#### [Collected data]
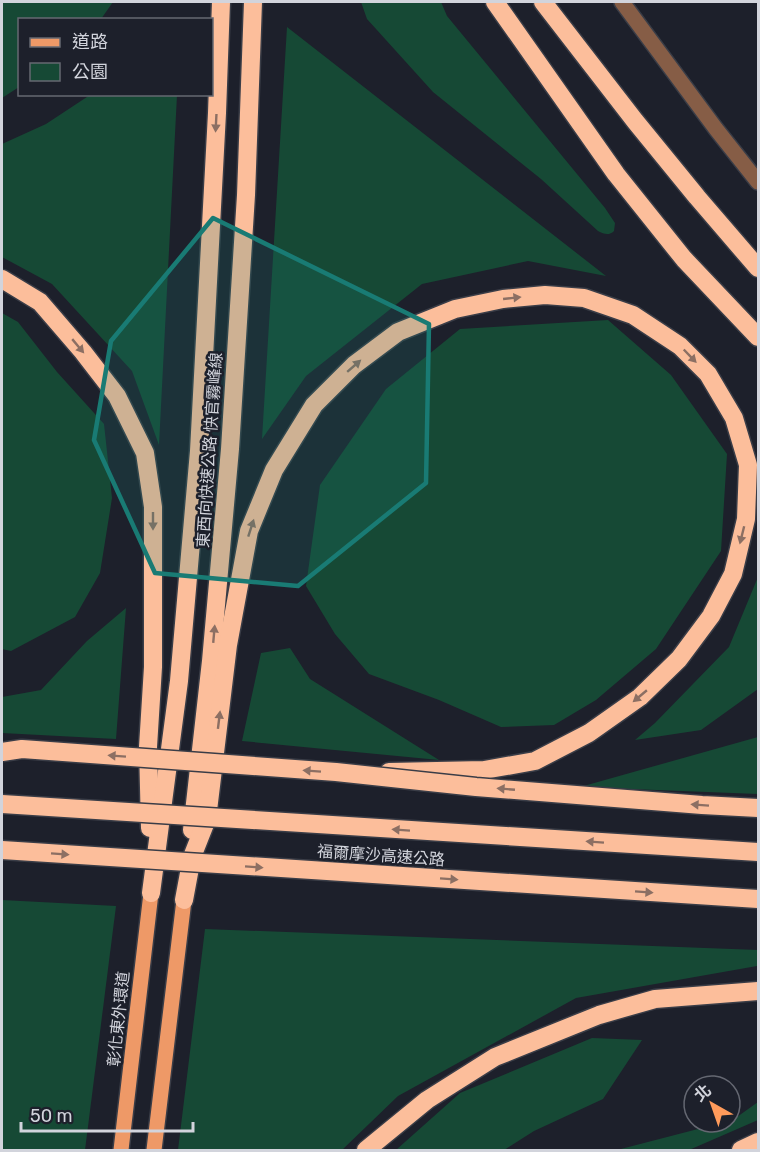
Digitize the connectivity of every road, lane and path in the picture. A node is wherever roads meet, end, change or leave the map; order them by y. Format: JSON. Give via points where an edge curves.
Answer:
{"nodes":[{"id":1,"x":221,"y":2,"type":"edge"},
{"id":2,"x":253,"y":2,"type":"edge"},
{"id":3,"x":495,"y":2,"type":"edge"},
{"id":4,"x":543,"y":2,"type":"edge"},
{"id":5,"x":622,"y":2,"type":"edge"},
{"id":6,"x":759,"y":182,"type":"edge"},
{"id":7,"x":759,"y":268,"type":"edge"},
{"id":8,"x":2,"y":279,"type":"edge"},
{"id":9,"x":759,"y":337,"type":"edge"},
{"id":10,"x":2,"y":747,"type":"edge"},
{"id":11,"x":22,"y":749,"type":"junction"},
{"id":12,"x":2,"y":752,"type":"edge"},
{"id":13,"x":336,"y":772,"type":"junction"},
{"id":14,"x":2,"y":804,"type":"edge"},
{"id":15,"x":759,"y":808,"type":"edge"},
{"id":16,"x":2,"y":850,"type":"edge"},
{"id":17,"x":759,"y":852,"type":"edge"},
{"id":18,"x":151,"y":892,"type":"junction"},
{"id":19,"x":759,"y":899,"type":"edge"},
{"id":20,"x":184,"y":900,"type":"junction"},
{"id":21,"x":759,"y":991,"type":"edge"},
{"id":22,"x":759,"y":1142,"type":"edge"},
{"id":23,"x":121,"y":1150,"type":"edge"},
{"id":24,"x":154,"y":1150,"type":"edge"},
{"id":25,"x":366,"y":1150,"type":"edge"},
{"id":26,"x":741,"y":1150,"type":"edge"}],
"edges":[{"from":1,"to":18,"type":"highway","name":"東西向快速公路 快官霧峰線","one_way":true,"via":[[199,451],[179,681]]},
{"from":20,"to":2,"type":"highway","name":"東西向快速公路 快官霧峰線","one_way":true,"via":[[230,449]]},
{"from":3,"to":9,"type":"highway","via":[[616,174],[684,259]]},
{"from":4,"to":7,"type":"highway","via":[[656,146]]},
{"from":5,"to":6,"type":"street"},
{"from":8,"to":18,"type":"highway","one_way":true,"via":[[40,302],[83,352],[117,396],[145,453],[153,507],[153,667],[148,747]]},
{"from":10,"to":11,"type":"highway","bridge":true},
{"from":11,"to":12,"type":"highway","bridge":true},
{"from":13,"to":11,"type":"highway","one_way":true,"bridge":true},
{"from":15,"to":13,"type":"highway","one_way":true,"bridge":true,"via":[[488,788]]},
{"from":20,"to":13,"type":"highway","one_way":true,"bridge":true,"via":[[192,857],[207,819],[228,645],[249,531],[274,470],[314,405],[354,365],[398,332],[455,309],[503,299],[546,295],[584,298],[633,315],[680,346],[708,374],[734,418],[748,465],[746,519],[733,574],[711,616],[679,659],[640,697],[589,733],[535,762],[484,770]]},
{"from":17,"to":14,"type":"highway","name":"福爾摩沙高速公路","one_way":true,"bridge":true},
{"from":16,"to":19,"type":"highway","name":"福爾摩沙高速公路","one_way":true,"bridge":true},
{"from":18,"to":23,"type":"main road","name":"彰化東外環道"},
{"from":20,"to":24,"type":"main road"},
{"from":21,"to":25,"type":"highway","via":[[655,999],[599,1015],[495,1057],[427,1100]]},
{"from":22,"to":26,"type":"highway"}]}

#### [What you need to do]
Determine how many lines of the data above hold the word "東西向快速公路". Output that number only.

#### [Answer space]
2